The story is fiction—a satire—but behind it is fact. There has been a flood of innocent knife victims, especially here in London, and we are increasingly inundated with fake news. The whole point of fake news is to change things, and there’s nothing new about it. It goes back as long as people have been writing, it’s often criminal, and the tabloids have certainly served up their fair share. 

It’s sometimes called propaganda, sometimes psy-ops. These are just different ways of saying “lies.”

Over ninety years ago, just days before the general election of 1924, The Daily Mail published the Zinoviev Letter, supposedly written by Russian communists. It appeared to show that Labour’s attempts to establish diplomatic relations with Moscow would lead to the overthrow of democracy. Despite being a forgery, it sank Labour’s chances of winning and led to a Conservative landslide.

More recently, of course, we saw Tony Blair’s “dodgy dossier.”

Even internet fake news isn’t new. Long before Google, I wrote the Internet Search FAQ to help people search the internet more effectively, pointing to useful parts of the net that few writers know about, even now. I soon realized I also needed to help surfers distinguish the sites they could trust from those they could not. It covered issues such as checking how often the site was updated and looking for internal contradictions or sloppy language. (You can read it at www.search-faq.com).

Of course, social media has only added to the problem. 

Few people have the time to check their sources in the way that newspapers, TV, and radio can (or at least should). And many of us are only too happy to repeat juicy nuggets that happen to coincide with our beliefs without caring too much if they are true or not.

The result we can see is rising anxieties, tensions, and aggression; it’s impossible not to believe that aggressive behavior doesn’t affect people. And while I personally believe that there aren’t any more aggressive and unpleasant people around than in earlier ages, social media hands them a megaphone, so it’s easy to start to think they are the majority.

Which brings us to knife crime.

What’s so shocking about knife crime today is not the violence. We actually live in the least violent times in human history. Even if you include the horrors of today’s war zones, fewer people are dying violent deaths across the world, and in Britain that number is tiny. 

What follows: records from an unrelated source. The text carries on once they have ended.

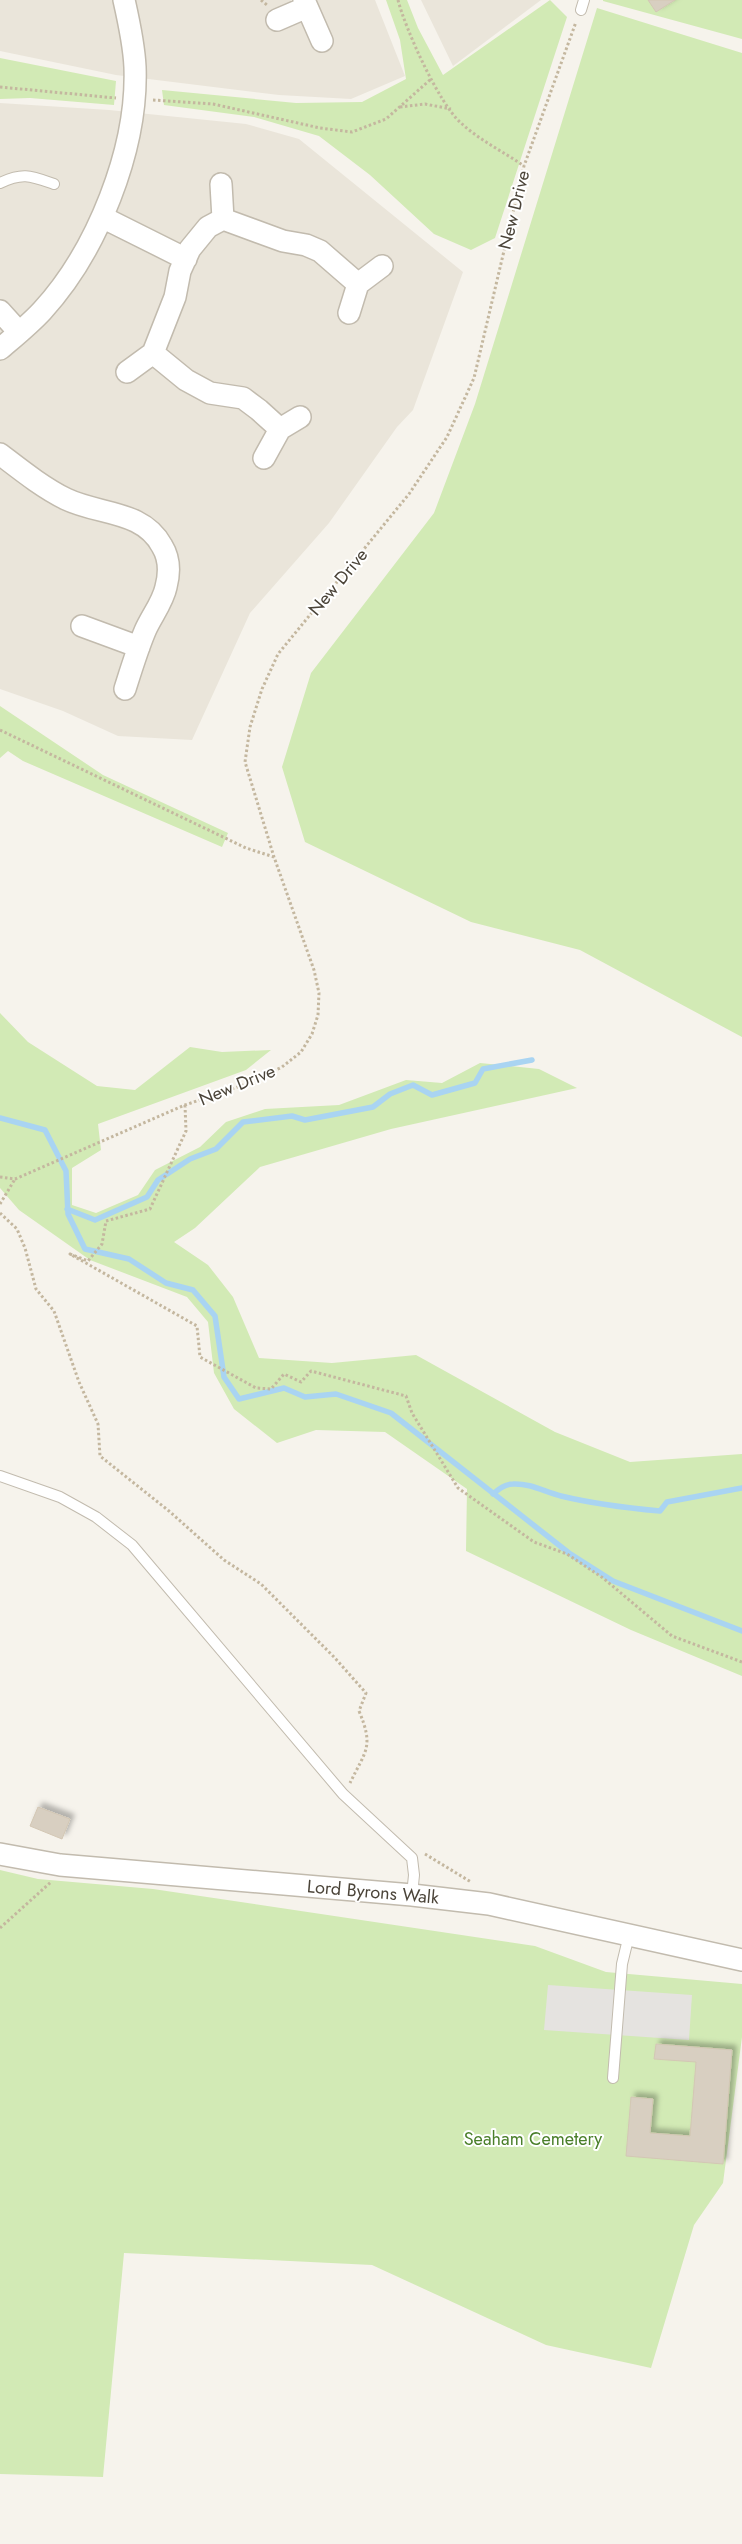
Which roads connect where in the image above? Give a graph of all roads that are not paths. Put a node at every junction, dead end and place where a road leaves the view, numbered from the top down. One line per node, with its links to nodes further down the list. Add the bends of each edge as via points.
1 (124, 0): 8 (street, via 132,35 134,99 126,146)
2 (305, 4): 3 (street); 4 (street)
3 (277, 20)
4 (322, 41)
5 (0, 183): 6 (lane, via 15,176 29,176)
6 (54, 184)
7 (221, 184): 9 (street)
8 (102, 218): 10 (street); 15 (street, via 59,290 42,312)
9 (224, 219): 10 (street, via 208,227); 12 (street, via 320,251)
10 (186, 259): 17 (street)
11 (382, 266): 12 (street)
12 (358, 284): 14 (street)
13 (0, 311): 15 (street)
14 (349, 313)
15 (19, 332): 16 (street)
16 (0, 349)
17 (153, 353): 18 (street); 20 (street, via 186,380 210,392 243,398)
18 (127, 372)
19 (300, 417): 20 (street)
20 (280, 429): 22 (street)
21 (0, 454): 24 (street, via 66,499 135,520 158,537 169,568 166,588)
22 (264, 458)
23 (82, 626): 24 (street)
24 (139, 647): 25 (street)
25 (125, 689)
26 (0, 1476): 28 (lane, via 60,1498 96,1517 132,1545 344,1794 412,1858)
27 (0, 1854): 28 (street, Lord Byrons Walk, via 60,1865)
28 (412, 1895): 29 (street, Lord Byrons Walk, via 489,1904)
29 (629, 1935): 30 (street, Lord Byrons Walk); 31 (lane, via 622,1964)
30 (742, 1960)
31 (613, 2078)

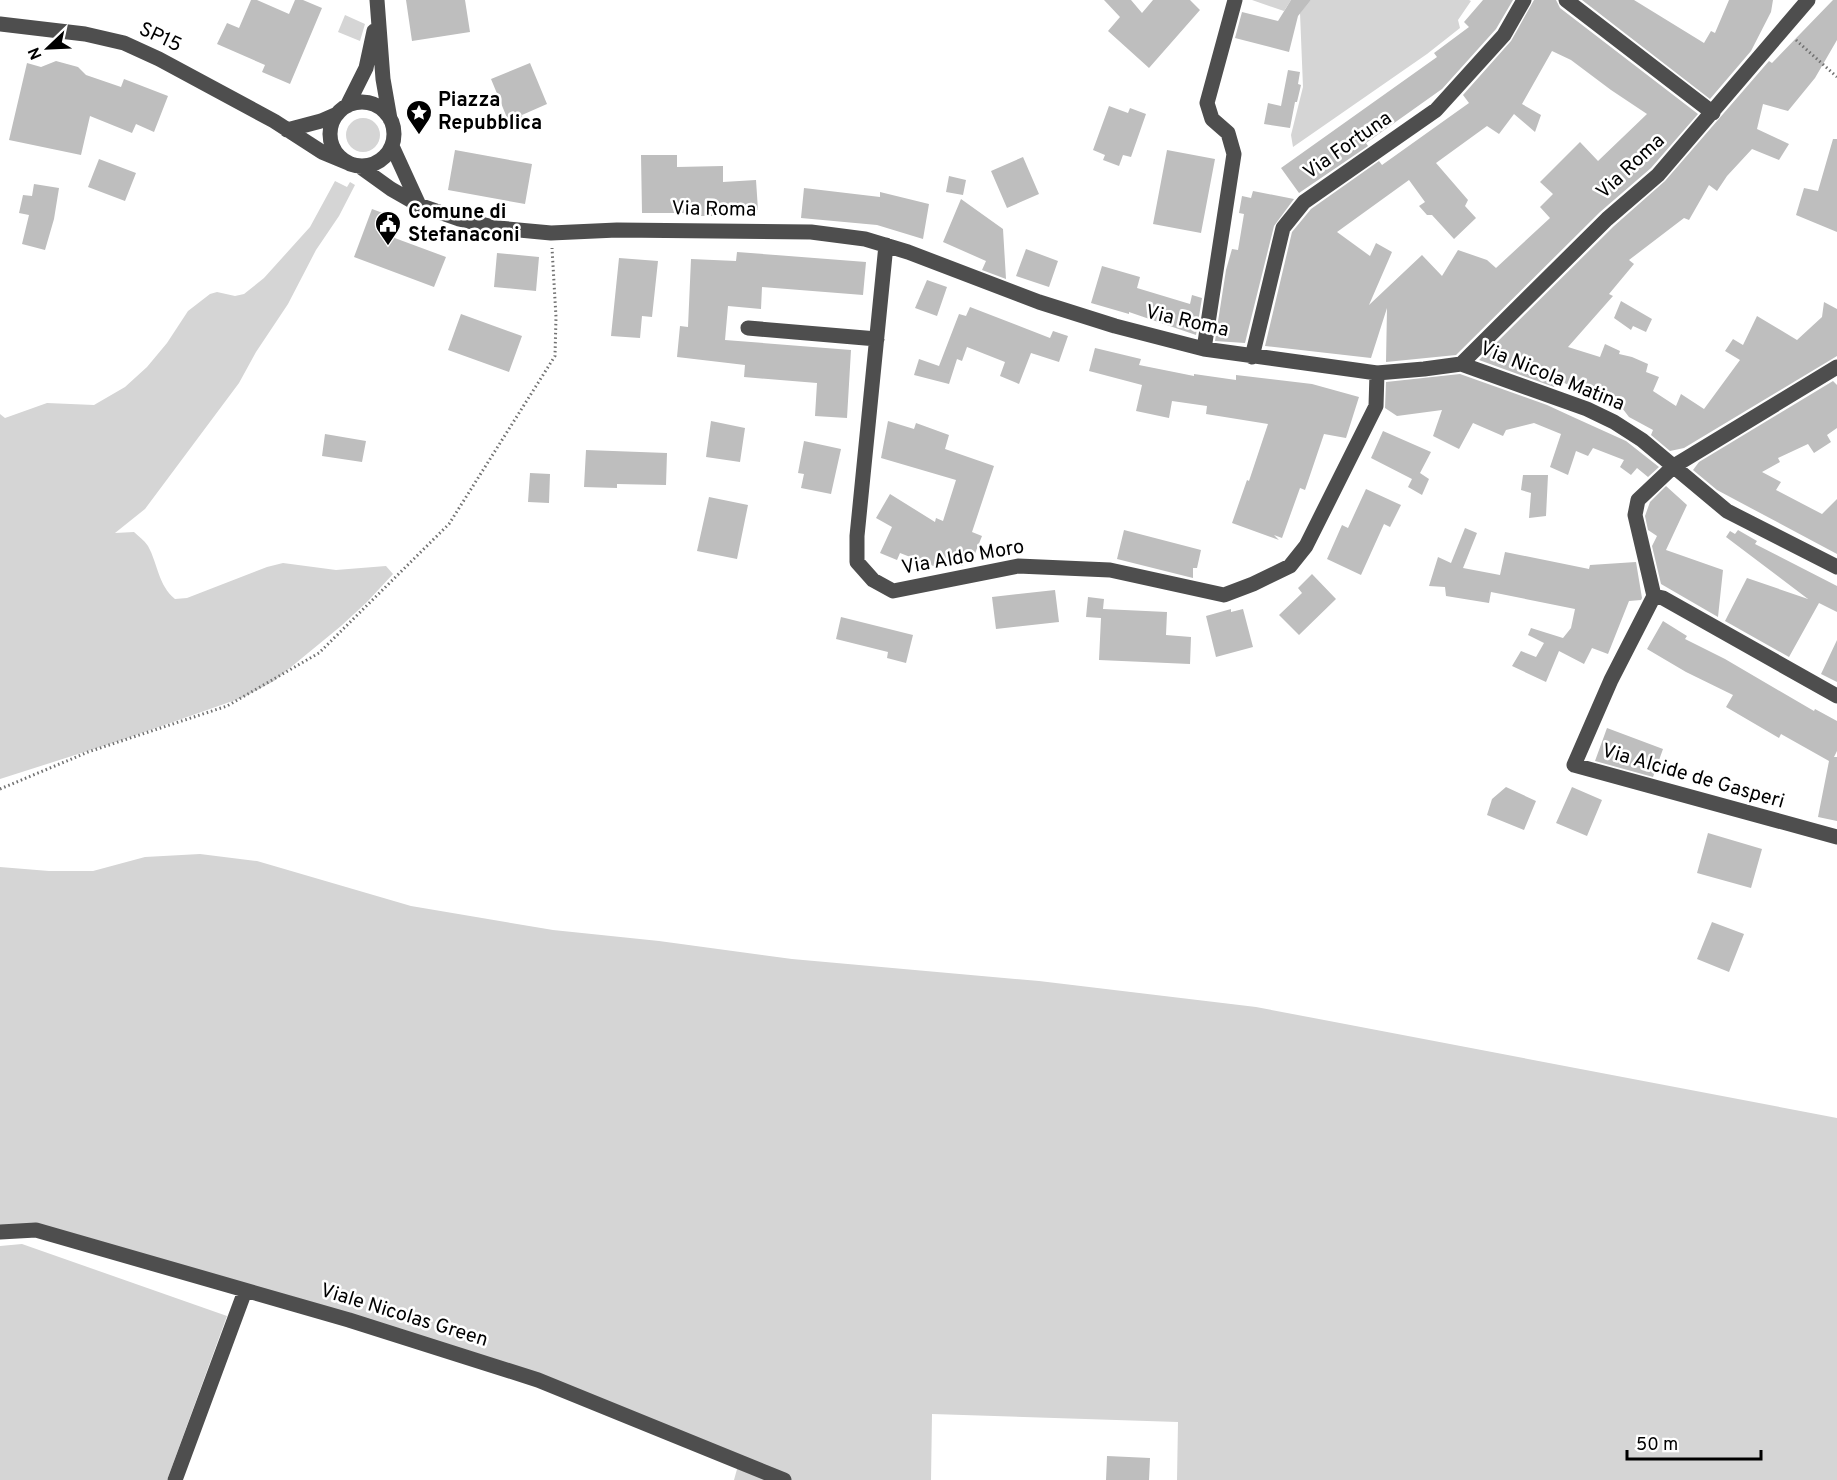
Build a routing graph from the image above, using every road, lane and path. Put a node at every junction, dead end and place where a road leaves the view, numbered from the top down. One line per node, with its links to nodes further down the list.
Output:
1 (1235, 0): 20 (street)
2 (1524, 0): 21 (street, Via Fortuna)
3 (1566, 0): 10 (street)
4 (1806, 0): 7 (street, Via Roma)
5 (377, 7): 9 (street); 11 (street)
6 (0, 24): 12 (street, SP15)
7 (1784, 28): 8 (path); 10 (street, Via Roma)
8 (1837, 77)
9 (342, 110): 11 (street); 12 (street); 14 (street)
10 (1713, 113): 22 (street, Via Roma)
11 (390, 119): 13 (street)
12 (287, 130): 14 (street, SP15)
13 (392, 146): 14 (street); 15 (street)
14 (355, 165): 15 (street, Via Roma)
15 (419, 205): 16 (street, Via Roma)
16 (551, 233): 17 (street, Via Roma); 29 (path)
17 (886, 245): 19 (street, Via Aldo Moro); 20 (street, Via Roma)
18 (748, 328): 19 (street)
19 (877, 339): 24 (street, Via Aldo Moro)
20 (1204, 349): 21 (street, Via Roma)
21 (1252, 357): 24 (street, Via Roma)
22 (1461, 364): 24 (street, Via Roma); 25 (street, Via Nicola Matina)
23 (1837, 367): 25 (street)
24 (1377, 373)
25 (1674, 466): 26 (street, Via Nicola Matina); 27 (street)
26 (1837, 567)
27 (1654, 596): 28 (street); 30 (street, Via Alcide de Gasperi)
28 (1837, 696)
29 (0, 789)
30 (1837, 837)
31 (0, 1232): 32 (street, Viale Nicolas Green)
32 (245, 1291): 33 (street); 34 (street, Viale Nicolas Green)
33 (175, 1480)
34 (784, 1480)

What’s shocking, though, is the randomness and stupidity. Take Ben Kinsella, stabbed eleven times in five seconds after a friend had an argument in which Ben had not even been involved. There was Frederick Moody, killed after a water pistol fight. Then, there was Elliot Guy, knifed at a party by a man he’d never met. Twenty-one deaths in London in a single year, over 200 across England and Wales. 

There’s no obvious pattern, and the innocent dead include black and white, as do their killers. Surely, anyone would want to do something about it. 

Enter the tabloids.

I grew up with tabloids. My parents wouldn’t have touched them, but when I stayed with my grandmother during school holiday, she took both the Mirror and the Express. I grew to love their energy, their accessibility—even their tangy, papery smell. 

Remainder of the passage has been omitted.